# Your goal:
In full and without deviation, reproduce the records that follow.

# Saved entries:
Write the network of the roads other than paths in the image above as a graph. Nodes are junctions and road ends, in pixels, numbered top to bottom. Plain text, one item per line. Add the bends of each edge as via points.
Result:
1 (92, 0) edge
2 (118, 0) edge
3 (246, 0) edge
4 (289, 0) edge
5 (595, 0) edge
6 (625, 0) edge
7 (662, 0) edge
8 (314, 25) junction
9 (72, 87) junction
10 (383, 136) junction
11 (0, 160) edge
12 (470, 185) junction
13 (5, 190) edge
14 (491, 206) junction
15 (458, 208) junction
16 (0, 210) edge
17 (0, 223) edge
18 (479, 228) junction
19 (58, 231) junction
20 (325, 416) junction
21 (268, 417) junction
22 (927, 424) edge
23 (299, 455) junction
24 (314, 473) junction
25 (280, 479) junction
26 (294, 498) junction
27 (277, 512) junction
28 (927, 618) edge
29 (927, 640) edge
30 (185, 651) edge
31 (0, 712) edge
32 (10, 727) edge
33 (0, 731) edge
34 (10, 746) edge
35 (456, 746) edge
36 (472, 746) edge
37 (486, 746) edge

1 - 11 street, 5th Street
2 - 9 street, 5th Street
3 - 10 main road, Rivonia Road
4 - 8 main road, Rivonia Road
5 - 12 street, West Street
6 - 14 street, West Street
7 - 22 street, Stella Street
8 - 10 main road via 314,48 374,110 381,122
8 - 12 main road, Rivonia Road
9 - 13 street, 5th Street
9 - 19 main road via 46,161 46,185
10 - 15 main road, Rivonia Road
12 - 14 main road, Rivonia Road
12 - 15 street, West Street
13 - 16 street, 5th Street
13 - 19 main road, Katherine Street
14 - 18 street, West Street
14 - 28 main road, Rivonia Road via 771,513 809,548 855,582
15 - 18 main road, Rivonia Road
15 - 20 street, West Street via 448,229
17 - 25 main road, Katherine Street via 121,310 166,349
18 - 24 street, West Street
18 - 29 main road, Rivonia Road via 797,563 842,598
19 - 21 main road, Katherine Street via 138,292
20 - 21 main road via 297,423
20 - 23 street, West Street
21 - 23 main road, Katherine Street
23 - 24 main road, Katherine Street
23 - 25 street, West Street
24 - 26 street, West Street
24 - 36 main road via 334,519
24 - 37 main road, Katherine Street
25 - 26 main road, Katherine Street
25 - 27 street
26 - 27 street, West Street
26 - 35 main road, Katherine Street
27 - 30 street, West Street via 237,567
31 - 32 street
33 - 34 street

# Task answer:
Write the network of the roads other than paths in the image above as a graph. Nodes are junctions and road ends, in pixels, numbered top to bottom. Plain text, one item per line. Add the bends of each edge as via points.
Result:
1 (92, 0) edge
2 (118, 0) edge
3 (246, 0) edge
4 (289, 0) edge
5 (595, 0) edge
6 (625, 0) edge
7 (662, 0) edge
8 (314, 25) junction
9 (72, 87) junction
10 (383, 136) junction
11 (0, 160) edge
12 (470, 185) junction
13 (5, 190) edge
14 (491, 206) junction
15 (458, 208) junction
16 (0, 210) edge
17 (0, 223) edge
18 (479, 228) junction
19 (58, 231) junction
20 (325, 416) junction
21 (268, 417) junction
22 (927, 424) edge
23 (299, 455) junction
24 (314, 473) junction
25 (280, 479) junction
26 (294, 498) junction
27 (277, 512) junction
28 (927, 618) edge
29 (927, 640) edge
30 (185, 651) edge
31 (0, 712) edge
32 (10, 727) edge
33 (0, 731) edge
34 (10, 746) edge
35 (456, 746) edge
36 (472, 746) edge
37 (486, 746) edge

1 - 11 street, 5th Street
2 - 9 street, 5th Street
3 - 10 main road, Rivonia Road
4 - 8 main road, Rivonia Road
5 - 12 street, West Street
6 - 14 street, West Street
7 - 22 street, Stella Street
8 - 10 main road via 314,48 374,110 381,122
8 - 12 main road, Rivonia Road
9 - 13 street, 5th Street
9 - 19 main road via 46,161 46,185
10 - 15 main road, Rivonia Road
12 - 14 main road, Rivonia Road
12 - 15 street, West Street
13 - 16 street, 5th Street
13 - 19 main road, Katherine Street
14 - 18 street, West Street
14 - 28 main road, Rivonia Road via 771,513 809,548 855,582
15 - 18 main road, Rivonia Road
15 - 20 street, West Street via 448,229
17 - 25 main road, Katherine Street via 121,310 166,349
18 - 24 street, West Street
18 - 29 main road, Rivonia Road via 797,563 842,598
19 - 21 main road, Katherine Street via 138,292
20 - 21 main road via 297,423
20 - 23 street, West Street
21 - 23 main road, Katherine Street
23 - 24 main road, Katherine Street
23 - 25 street, West Street
24 - 26 street, West Street
24 - 36 main road via 334,519
24 - 37 main road, Katherine Street
25 - 26 main road, Katherine Street
25 - 27 street
26 - 27 street, West Street
26 - 35 main road, Katherine Street
27 - 30 street, West Street via 237,567
31 - 32 street
33 - 34 street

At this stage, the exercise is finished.